* **Task to carry out**
Give the number of lines in the material below where the word "House" shows up, without anything else.

******

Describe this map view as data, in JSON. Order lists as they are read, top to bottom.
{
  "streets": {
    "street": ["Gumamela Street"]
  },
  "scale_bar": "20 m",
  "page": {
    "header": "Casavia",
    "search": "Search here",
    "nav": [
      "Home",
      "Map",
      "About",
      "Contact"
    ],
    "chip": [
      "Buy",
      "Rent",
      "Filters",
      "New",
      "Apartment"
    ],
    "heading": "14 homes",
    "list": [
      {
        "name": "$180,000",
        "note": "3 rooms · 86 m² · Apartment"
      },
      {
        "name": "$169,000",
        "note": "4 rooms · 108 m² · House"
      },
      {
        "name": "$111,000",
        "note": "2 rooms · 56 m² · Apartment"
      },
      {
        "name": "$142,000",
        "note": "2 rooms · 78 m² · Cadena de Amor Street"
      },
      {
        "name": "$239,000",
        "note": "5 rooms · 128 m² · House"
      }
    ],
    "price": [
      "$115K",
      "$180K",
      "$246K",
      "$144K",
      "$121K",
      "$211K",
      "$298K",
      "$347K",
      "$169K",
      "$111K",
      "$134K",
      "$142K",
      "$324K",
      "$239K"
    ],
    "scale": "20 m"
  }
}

******

* **Task output**
2